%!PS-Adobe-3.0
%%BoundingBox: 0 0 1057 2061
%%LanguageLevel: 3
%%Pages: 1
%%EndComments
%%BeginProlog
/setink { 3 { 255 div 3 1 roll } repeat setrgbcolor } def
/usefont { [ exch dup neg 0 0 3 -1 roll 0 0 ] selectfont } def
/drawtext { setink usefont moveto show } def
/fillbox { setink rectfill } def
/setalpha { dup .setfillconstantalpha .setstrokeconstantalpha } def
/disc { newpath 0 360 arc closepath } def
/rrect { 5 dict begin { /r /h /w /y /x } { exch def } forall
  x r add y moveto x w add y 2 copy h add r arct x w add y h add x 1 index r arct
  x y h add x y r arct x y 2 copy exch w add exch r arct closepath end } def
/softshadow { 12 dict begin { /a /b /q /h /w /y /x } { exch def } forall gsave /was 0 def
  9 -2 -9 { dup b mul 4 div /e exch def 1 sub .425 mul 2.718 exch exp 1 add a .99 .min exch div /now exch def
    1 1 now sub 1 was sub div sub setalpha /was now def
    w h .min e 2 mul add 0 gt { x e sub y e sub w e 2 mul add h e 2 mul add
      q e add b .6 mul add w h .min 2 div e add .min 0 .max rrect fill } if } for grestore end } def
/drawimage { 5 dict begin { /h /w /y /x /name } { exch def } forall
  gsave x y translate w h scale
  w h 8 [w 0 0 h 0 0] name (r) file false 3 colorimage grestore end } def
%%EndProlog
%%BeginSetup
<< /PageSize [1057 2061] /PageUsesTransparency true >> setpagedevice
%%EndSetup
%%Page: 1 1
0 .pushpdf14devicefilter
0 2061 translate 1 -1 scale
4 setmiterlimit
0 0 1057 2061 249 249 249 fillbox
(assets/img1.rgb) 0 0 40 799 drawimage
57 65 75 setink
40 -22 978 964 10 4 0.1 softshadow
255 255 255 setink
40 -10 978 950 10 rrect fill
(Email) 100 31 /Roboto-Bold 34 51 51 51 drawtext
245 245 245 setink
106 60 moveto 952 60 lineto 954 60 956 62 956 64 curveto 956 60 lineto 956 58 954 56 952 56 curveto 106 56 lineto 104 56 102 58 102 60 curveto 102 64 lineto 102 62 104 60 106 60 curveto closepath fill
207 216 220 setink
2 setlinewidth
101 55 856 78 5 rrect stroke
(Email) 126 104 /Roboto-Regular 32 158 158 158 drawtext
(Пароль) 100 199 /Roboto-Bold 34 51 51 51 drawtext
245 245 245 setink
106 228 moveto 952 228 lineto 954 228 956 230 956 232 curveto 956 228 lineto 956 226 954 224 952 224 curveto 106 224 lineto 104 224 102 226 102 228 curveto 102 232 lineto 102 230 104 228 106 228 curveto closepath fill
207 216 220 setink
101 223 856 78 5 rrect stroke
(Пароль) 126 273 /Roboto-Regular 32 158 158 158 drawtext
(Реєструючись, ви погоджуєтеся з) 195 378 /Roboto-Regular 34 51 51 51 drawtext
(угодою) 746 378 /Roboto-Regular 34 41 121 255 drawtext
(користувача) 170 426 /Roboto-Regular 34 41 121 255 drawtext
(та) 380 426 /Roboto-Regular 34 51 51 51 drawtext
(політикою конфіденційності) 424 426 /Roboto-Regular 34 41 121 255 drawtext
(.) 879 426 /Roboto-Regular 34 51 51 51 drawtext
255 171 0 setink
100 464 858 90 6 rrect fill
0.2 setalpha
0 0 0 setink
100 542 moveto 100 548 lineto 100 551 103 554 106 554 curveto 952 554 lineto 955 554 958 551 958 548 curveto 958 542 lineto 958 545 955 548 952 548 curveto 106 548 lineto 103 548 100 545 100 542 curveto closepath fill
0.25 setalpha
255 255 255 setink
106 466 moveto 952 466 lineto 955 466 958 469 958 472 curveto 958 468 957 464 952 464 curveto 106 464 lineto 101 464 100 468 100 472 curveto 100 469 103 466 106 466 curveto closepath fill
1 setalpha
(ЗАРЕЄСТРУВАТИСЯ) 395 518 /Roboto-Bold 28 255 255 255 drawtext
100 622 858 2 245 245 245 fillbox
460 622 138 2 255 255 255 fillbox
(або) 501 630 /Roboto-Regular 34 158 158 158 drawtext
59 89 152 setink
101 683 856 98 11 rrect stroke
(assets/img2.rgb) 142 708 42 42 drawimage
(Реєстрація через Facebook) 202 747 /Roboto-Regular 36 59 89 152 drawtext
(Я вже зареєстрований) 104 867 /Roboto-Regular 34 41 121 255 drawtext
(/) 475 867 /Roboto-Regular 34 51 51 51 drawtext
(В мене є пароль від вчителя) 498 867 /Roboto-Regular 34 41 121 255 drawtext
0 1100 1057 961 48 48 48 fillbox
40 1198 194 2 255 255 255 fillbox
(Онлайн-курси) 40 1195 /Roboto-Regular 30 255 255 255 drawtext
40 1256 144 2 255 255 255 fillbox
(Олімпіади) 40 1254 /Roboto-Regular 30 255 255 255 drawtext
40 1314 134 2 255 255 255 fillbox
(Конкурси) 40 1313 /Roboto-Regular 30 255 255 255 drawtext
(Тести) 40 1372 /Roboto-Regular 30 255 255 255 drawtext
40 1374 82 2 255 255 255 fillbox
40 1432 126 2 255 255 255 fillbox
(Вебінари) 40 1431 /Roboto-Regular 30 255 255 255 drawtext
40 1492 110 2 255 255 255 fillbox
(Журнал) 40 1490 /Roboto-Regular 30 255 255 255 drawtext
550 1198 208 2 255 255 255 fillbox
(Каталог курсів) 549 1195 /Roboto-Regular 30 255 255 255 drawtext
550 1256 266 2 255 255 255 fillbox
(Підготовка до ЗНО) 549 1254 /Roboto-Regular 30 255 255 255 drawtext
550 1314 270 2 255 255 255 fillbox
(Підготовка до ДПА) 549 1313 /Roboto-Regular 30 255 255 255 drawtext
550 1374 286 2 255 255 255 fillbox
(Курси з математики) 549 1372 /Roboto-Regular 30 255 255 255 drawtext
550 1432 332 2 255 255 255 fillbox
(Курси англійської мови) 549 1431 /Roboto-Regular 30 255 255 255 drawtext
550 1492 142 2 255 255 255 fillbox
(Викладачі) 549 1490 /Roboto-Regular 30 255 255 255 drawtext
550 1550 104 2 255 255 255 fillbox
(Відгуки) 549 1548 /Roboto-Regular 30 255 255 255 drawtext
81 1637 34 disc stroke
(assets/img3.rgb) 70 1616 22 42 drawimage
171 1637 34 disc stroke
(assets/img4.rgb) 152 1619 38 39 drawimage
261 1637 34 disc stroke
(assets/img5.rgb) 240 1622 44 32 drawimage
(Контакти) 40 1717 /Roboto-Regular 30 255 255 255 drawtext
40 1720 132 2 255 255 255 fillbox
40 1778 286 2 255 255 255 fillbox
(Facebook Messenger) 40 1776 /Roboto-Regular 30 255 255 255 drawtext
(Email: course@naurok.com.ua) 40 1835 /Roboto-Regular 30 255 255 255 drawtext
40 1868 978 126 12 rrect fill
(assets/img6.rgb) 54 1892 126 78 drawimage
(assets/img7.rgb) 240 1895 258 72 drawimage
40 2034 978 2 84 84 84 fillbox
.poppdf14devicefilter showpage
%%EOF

━━━━

## Assigned task
Whenever a line in the preceding entries includes the word "scale", count it, and state the total alone.

## Solution below
2